▸ **Exercise directions**:
Tally every line of the records below that includes "Rocky", and reply with the total alone.

▸ **Data**:
*** Block opens ***

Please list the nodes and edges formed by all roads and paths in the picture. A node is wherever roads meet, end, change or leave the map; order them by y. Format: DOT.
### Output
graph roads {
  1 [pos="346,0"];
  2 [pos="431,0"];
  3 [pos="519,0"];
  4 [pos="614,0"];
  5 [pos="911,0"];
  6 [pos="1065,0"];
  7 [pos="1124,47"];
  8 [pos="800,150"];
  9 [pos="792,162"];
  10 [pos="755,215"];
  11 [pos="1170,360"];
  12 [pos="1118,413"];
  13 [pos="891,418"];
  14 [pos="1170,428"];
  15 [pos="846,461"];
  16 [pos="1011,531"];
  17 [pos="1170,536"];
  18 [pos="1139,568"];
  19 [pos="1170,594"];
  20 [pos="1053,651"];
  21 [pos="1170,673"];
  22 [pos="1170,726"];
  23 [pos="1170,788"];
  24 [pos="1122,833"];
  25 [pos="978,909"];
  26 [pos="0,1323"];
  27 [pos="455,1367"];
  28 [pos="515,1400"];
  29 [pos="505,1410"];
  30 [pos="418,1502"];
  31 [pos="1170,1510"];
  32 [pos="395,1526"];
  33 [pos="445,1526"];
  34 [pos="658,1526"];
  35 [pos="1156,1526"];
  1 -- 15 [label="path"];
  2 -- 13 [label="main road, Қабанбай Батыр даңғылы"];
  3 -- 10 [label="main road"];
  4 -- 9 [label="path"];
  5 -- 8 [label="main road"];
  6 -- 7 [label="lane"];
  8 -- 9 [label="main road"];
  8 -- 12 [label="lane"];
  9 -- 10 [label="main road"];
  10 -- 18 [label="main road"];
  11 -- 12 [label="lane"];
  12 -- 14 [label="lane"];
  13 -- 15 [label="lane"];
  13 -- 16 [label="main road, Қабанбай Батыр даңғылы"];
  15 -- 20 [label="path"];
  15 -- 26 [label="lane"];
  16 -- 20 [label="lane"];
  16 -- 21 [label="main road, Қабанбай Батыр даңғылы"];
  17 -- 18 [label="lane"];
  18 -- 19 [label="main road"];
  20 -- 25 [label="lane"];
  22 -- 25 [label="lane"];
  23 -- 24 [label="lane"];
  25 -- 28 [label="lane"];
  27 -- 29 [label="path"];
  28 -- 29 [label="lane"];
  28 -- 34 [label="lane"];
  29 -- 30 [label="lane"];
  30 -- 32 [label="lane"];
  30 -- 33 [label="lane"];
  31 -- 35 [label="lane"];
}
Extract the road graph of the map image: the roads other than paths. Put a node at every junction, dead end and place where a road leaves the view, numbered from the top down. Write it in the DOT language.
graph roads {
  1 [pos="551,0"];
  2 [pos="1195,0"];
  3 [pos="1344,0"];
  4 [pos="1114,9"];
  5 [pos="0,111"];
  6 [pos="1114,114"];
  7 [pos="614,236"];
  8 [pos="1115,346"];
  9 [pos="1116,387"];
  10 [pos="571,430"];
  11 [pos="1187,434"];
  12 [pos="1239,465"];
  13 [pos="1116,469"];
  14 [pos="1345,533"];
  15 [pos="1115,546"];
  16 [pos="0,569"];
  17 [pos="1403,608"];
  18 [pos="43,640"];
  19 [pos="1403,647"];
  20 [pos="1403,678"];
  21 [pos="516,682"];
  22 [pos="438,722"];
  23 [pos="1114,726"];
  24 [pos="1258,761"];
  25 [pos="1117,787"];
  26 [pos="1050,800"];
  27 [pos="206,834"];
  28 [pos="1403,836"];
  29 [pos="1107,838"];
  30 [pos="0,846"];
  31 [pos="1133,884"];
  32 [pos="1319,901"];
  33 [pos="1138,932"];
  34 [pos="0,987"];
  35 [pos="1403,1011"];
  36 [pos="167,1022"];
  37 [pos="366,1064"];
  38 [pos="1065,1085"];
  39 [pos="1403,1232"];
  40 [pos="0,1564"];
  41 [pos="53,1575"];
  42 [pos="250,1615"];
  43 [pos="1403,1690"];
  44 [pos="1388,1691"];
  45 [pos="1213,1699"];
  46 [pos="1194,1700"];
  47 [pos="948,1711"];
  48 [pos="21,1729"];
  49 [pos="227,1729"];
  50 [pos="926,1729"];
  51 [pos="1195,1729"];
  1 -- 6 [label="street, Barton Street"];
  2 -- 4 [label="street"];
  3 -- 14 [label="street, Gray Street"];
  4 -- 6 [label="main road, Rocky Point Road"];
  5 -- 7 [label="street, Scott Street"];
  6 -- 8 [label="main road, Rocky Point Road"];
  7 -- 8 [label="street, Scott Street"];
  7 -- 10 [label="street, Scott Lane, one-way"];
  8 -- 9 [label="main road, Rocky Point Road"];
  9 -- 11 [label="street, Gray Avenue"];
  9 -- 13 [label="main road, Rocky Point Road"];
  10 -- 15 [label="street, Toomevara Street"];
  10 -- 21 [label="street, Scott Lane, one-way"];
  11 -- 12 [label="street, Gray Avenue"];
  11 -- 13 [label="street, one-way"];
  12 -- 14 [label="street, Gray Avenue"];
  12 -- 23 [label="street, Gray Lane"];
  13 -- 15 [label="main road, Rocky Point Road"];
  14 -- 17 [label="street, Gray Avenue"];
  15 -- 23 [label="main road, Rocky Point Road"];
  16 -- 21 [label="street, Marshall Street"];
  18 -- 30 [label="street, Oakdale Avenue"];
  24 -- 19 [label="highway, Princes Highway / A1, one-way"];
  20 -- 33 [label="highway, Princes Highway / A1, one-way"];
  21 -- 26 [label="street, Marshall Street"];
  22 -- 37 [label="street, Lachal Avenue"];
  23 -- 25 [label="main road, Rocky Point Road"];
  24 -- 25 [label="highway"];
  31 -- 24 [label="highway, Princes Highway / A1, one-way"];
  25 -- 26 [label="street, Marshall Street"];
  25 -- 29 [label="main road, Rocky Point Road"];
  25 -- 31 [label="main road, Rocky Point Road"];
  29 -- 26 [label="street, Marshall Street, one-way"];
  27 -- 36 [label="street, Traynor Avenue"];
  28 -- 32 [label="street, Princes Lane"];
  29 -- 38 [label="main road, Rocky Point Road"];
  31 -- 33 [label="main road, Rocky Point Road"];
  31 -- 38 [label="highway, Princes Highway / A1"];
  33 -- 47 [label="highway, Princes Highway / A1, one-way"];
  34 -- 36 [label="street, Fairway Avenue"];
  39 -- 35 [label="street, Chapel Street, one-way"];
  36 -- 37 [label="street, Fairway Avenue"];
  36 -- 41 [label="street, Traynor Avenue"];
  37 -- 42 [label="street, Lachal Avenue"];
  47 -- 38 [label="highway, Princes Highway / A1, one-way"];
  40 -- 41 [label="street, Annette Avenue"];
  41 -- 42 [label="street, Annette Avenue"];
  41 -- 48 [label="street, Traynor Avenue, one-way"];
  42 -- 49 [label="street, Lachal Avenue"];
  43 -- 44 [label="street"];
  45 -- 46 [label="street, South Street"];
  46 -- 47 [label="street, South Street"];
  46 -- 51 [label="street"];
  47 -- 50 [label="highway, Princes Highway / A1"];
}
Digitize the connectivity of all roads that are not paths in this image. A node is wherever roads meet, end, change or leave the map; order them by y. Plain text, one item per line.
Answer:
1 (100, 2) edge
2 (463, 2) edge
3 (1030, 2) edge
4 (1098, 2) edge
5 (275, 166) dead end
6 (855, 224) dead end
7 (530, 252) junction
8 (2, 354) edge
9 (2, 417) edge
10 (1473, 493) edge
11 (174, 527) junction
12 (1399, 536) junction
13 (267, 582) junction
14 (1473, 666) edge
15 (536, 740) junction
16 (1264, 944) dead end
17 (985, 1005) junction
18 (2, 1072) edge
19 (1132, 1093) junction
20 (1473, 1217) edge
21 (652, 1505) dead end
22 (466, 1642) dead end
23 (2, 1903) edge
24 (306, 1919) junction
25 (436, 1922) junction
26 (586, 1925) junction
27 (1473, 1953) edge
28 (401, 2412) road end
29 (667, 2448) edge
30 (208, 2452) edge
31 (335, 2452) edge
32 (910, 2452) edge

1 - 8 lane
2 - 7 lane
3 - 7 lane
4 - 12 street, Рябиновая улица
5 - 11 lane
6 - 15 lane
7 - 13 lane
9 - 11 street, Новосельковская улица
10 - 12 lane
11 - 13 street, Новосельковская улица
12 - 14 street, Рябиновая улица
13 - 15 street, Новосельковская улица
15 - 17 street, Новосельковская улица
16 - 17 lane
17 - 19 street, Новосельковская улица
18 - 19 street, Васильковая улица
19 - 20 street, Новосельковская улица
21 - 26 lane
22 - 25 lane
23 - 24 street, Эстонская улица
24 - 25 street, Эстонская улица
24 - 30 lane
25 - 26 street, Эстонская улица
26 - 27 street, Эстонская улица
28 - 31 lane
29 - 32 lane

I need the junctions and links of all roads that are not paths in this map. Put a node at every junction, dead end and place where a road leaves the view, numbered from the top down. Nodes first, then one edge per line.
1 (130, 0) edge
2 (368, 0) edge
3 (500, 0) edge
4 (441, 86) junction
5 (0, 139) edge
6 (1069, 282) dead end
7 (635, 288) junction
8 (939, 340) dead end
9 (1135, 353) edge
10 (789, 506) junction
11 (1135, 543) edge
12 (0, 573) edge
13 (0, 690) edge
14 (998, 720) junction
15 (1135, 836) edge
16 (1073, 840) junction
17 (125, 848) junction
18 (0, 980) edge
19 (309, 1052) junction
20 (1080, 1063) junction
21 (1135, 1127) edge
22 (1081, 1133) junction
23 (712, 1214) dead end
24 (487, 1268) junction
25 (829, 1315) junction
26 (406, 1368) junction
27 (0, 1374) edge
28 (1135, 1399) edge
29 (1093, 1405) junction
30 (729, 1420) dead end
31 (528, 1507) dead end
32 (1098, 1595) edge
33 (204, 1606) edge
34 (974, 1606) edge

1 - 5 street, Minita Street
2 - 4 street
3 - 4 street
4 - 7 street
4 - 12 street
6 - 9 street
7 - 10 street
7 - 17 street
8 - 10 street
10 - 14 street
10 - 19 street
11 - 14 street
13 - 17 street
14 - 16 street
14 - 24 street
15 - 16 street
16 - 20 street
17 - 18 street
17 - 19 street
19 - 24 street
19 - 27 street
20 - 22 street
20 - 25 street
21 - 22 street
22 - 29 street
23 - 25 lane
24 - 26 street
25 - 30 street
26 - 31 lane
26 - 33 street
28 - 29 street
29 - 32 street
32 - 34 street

*** Block closes ***

▸ **Your response**:
11